ADCIRC DataSets#
Creating and Publishing ADCIRC datasets on DesignSafe#
Authors
- Clint Dawson, University of Texas at Austin
- Carlos del-Castillo-Negrete, University of Texas at Austin
- Benjamin Pachev, University of Texas at Austin
Key Words: ADCIRC, Storm Surge, Hind-casts, Data Curation, Data Publishing
Resources#
- DesignSafe ADCIRC Application.
- Jupyter nebooks on DS Juypterhub.
- ADCIRC Wiki
- ADCIRC Web Page
- pyADCIRC GitHub Repository - pyADCIRC documentation.
- Creating an ADCIRC DataSet.ipynb
- ADCIRC Ensemble Simulations.ipynb
Description#
This use case demonstrates the compilation of ADCIRC data-sets of storm-surge hind-casts on DesignSafe. The workflow includes finding storm-surge events, gathering meteorological forcing, running ADCIRC hind-casts, and organizing and publishing data. This documentation is designed for applications ranging from Uncertainty Quantification to training Surrogate Models in ADCIRC.
Implementation#
The following use case demonstrates how to compile an ADCIRC data-set of hind-casts on DesignSafe.

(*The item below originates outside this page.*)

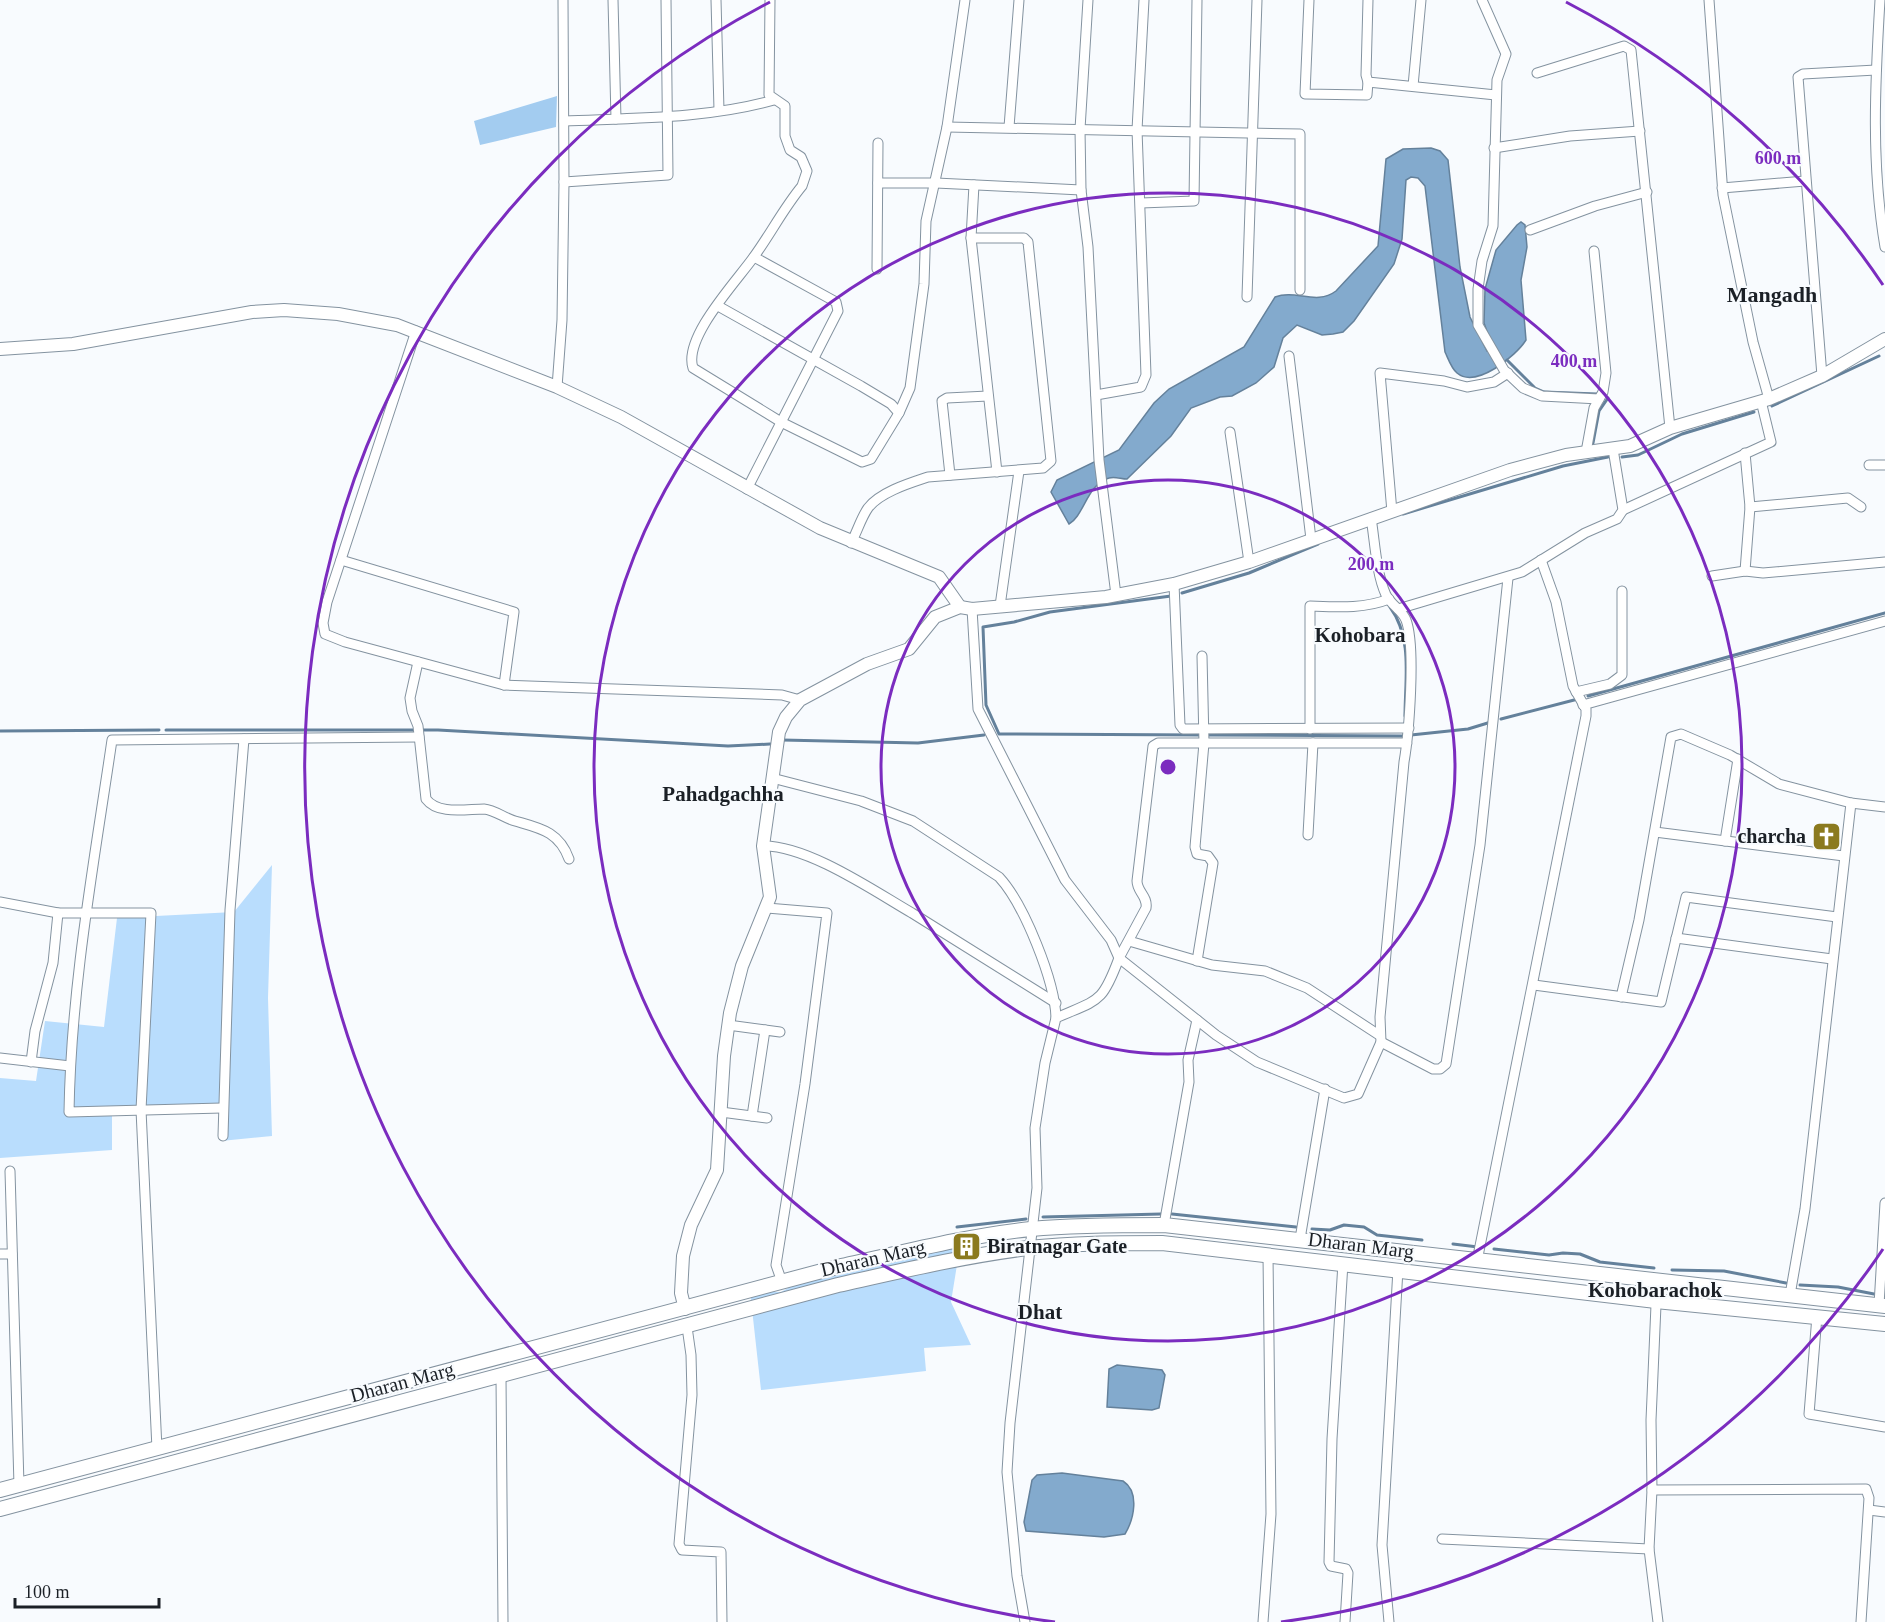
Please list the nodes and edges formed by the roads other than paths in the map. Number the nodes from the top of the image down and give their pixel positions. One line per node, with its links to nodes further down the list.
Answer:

This workflow involves the following steps:
- Finding storm-surge events.
- Compiling meteorological forcing for storm surge events.
- Running ADCIRC hind-casts using meteorological forcing.
- Organize and publish data on DesignSafe, obtaining a DOI for your research and for others to cite your data when re-used.
The workflow presented here is a common one performed for compiling ADCIRC data-sets for a variety of purposes, from Uncertainty Quantification to training Surrogate Models. Whatever your application is of ADCIRC data, publishing your dataset on DesignSafe allows you to re-use your own data, and for others to use and cite your data as well.
To see a couple of Example data-sets, and associated published research using the datasets, see the following examples:
- Texas FEMA Storms - Synthetic storms for assessing storm surge risk. Used recently in Pachev et. al 2023 to train a surrogate model for ADCIRC for the coast of Texas.
- Alaska Storm Surge Events - Major storm surge events for the coast of Alaska. Also used in Pachev et. al 2023 for creating a surrogate model for the coast of Alaska.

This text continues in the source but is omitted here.